SAN FRANCISCO – The sweetest sound in sports is the sound of a baseball hitting a bat in just the right spot. It sounds solid and pure and righteous.

When Jake Arrieta’s bat met Madison Bumgarner’s fastball in the second inning Monday night, it made the unmistakable sound of a perfectly struck ball that is late for a meeting with the outfield seats.

The three-run homer gave the Cubs a 3-0 lead. It sounded like victory. It wasn’t. Not in this nutty ballgame.

There’s another sound, the sound of a bat hitting a 101 m.p.h. fastball. That sound exploded in the eighth inning, when Giants third baseman Conor Gillaspie ripped a two-run triple off Cubs closer Aroldis Chapman, giving San Francisco a 4-3 lead. A single by Brandon Crawford made it 5-3.

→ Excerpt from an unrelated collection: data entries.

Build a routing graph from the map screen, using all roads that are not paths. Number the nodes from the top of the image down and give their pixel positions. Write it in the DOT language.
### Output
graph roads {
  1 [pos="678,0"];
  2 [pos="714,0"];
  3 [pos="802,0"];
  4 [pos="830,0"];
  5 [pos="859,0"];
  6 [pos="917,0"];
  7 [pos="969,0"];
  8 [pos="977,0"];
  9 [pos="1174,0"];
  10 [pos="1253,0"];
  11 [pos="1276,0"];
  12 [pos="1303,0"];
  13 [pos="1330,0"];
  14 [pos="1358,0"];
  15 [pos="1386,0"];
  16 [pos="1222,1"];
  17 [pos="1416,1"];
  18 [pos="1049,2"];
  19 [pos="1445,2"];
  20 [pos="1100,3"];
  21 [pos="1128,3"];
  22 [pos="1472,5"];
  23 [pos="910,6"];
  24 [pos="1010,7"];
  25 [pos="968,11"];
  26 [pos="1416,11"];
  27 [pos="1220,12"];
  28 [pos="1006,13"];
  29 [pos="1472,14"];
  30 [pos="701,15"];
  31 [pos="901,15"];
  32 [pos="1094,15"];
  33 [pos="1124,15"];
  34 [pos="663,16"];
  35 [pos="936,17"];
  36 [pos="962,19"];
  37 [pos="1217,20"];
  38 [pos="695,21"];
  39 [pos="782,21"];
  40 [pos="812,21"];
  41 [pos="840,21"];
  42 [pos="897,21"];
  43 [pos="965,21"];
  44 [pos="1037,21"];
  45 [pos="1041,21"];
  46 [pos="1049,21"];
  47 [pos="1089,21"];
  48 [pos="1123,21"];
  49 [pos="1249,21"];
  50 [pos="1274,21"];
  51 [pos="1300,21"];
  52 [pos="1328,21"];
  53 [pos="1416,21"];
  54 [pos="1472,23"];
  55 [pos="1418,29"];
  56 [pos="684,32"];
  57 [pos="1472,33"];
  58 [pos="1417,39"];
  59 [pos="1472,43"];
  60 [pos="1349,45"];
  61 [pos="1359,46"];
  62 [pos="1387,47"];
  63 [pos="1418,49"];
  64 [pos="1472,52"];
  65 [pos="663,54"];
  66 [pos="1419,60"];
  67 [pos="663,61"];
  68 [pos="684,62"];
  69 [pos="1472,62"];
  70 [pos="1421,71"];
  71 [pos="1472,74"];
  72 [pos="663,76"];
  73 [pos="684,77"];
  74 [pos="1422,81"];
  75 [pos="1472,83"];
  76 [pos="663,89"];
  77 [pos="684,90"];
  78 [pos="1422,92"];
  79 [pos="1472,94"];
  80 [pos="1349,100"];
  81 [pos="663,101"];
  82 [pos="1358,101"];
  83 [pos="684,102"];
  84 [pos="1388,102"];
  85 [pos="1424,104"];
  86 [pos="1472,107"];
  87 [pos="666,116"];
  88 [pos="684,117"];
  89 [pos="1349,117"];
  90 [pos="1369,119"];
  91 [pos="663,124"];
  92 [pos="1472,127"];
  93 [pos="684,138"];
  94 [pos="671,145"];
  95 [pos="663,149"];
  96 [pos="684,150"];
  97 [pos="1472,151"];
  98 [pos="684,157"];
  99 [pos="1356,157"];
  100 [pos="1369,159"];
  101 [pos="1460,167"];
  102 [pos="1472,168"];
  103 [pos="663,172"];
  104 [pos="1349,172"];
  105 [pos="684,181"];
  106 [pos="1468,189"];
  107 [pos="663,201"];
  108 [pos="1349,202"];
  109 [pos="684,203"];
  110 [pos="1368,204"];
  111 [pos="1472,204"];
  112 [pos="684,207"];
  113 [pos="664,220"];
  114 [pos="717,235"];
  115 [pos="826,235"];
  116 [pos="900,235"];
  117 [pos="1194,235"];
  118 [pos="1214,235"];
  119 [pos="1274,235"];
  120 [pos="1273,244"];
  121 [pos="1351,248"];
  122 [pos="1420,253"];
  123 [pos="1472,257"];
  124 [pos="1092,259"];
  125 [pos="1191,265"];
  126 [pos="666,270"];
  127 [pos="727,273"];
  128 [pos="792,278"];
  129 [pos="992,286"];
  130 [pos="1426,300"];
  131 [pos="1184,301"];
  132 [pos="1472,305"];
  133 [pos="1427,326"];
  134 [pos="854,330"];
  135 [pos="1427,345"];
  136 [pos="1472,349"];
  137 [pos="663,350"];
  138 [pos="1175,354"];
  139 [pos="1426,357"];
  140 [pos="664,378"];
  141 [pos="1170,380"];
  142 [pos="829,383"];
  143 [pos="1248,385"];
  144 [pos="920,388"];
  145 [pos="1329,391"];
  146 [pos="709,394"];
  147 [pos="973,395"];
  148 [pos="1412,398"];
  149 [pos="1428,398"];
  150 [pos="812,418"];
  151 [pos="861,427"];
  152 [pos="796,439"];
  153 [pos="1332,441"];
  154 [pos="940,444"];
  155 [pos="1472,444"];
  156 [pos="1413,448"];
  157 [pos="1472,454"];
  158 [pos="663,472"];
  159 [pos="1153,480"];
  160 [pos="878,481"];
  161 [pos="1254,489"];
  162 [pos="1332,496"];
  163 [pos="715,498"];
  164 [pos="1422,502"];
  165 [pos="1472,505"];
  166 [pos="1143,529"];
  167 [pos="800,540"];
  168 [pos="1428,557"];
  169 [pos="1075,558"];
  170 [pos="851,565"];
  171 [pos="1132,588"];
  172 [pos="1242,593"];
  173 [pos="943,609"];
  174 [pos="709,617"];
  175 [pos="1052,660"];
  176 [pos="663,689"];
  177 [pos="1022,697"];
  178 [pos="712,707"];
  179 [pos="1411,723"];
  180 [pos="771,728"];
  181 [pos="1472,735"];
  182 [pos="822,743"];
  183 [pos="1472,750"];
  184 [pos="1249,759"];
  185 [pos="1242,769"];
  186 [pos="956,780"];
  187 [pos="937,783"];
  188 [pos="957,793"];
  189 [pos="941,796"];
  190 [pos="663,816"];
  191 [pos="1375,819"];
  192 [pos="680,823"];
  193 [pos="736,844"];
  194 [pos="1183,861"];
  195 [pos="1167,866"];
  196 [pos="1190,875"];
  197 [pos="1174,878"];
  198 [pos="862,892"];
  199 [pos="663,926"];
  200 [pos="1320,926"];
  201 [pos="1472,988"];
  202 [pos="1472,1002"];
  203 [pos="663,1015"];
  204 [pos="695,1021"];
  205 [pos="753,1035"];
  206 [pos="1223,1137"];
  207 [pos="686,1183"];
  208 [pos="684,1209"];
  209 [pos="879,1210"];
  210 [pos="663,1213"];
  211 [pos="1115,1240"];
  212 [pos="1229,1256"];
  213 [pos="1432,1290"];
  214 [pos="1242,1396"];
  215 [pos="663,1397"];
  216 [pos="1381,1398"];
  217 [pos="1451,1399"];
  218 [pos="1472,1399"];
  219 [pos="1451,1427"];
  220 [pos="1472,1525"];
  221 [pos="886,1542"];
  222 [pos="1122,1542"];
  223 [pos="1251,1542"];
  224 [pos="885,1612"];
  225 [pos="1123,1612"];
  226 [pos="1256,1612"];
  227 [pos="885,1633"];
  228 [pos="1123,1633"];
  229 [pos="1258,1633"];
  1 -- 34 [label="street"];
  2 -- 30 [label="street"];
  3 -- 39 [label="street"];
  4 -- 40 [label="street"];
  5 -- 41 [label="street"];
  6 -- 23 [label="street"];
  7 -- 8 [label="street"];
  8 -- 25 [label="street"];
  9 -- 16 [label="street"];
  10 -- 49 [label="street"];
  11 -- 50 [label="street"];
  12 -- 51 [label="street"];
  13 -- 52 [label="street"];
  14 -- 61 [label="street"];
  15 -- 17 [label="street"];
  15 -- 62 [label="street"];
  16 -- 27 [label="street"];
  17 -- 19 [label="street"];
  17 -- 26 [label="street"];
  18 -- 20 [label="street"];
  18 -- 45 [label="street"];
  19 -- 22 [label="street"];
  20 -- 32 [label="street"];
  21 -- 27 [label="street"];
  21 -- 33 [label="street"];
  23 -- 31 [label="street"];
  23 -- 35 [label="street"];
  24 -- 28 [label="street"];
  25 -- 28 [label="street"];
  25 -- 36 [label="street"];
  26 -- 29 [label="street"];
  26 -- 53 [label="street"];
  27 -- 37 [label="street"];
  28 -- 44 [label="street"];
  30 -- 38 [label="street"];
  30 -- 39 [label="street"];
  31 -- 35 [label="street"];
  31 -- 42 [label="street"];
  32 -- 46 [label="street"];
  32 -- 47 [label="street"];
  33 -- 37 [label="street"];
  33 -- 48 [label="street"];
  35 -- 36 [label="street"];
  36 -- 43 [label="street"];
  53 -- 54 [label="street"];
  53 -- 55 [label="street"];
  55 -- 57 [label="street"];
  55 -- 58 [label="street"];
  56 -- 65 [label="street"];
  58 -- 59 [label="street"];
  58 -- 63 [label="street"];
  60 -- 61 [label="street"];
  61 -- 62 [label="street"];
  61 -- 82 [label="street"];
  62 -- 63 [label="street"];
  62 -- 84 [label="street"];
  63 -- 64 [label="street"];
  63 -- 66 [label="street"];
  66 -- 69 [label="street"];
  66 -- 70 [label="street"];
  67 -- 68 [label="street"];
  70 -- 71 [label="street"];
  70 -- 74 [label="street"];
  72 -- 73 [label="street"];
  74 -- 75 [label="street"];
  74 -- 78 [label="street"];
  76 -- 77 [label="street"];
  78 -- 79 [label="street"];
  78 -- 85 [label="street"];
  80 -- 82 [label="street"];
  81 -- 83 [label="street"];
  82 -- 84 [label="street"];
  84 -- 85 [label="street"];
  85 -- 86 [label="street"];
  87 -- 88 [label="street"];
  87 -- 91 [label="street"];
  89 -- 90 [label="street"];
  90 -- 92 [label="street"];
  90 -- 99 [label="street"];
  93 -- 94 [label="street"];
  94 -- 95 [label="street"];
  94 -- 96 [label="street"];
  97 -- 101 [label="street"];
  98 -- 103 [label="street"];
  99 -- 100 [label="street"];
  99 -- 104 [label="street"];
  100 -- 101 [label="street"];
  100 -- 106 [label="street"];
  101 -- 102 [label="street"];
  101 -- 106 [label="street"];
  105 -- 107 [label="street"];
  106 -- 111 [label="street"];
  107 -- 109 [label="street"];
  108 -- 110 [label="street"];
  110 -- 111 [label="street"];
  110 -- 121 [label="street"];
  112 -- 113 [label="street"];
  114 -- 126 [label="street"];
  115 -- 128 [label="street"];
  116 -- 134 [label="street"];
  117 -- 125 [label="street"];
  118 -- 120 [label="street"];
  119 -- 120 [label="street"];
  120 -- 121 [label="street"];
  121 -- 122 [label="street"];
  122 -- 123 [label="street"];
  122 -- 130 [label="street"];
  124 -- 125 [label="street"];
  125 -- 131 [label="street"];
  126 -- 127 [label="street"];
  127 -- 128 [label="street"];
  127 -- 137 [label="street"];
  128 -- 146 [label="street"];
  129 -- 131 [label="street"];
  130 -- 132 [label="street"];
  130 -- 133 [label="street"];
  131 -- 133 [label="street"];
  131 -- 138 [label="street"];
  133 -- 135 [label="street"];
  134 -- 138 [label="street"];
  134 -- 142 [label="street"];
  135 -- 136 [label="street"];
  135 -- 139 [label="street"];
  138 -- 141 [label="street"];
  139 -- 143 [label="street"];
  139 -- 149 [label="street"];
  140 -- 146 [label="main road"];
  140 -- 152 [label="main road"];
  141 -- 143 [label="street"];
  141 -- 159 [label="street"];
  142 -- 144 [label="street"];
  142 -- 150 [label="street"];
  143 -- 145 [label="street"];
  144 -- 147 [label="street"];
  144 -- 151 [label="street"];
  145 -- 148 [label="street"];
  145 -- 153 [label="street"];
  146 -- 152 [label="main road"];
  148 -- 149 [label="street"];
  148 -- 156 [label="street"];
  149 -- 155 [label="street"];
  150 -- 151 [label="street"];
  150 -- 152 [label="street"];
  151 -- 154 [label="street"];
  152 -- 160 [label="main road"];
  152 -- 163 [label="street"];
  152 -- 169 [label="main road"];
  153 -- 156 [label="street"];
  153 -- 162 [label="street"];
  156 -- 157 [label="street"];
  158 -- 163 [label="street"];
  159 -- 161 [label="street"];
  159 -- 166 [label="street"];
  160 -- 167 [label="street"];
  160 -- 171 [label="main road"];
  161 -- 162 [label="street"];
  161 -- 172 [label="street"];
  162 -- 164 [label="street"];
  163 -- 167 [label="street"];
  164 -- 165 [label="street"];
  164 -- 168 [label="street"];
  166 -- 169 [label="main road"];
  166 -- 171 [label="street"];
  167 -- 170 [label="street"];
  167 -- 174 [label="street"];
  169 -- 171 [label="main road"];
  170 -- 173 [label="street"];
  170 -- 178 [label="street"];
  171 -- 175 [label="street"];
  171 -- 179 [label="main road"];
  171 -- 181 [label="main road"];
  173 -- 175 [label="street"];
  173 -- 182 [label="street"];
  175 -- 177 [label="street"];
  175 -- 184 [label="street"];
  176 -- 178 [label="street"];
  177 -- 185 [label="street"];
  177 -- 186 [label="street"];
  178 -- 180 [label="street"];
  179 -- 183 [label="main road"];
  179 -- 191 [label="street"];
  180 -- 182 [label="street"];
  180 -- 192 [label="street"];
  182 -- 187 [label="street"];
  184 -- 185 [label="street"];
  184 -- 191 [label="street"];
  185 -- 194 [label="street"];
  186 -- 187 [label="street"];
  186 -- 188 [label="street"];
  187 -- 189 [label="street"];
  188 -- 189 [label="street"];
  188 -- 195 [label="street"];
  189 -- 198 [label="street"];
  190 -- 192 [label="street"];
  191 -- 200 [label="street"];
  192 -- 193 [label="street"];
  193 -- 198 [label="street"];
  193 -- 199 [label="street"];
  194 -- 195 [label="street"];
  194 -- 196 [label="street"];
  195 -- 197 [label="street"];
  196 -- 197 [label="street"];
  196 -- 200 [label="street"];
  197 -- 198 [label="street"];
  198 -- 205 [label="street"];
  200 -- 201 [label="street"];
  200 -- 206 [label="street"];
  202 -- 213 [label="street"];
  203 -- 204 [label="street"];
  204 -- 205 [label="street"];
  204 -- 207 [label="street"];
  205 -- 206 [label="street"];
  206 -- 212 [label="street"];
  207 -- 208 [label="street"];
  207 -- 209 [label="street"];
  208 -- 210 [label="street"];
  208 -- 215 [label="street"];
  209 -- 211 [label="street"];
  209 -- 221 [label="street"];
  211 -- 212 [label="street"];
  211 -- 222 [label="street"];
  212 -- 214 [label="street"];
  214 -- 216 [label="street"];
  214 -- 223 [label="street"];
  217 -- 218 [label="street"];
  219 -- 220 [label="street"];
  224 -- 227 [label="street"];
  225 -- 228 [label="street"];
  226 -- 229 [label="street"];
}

You could hear Chicago’s silence from here. Ballgame? Sure sounded like it, until it wasn’t.

Kris Bryant’s ninth-inning homer didn’t make that kind of deep, satisfying sound. It made a softer one, as if he didn’t get all of a Sergio Romo pitch. But the ball kept going and going. And then going some more, beyond the glove of left-fielder Gregor Blanco and into the seats. Tie game.

Speaking of sounds, ever heard a grown stadium cry? AT&T Park was an emotional mess, what with the possibility of postseason elimination hanging in the air.

This game went on and on, right into the 13th inning, when the Giants’ Joe Panik crushed a Mike Montgomery pitch off the right-field wall, scoring Crawford. Everything about it was loud. The sound of the ball off the bat and the roar of the crowd.

“I knew I hit it well, and I knew it was going to at least get off the wall, but it felt like forever for that thing to get (to) the wall,” he said.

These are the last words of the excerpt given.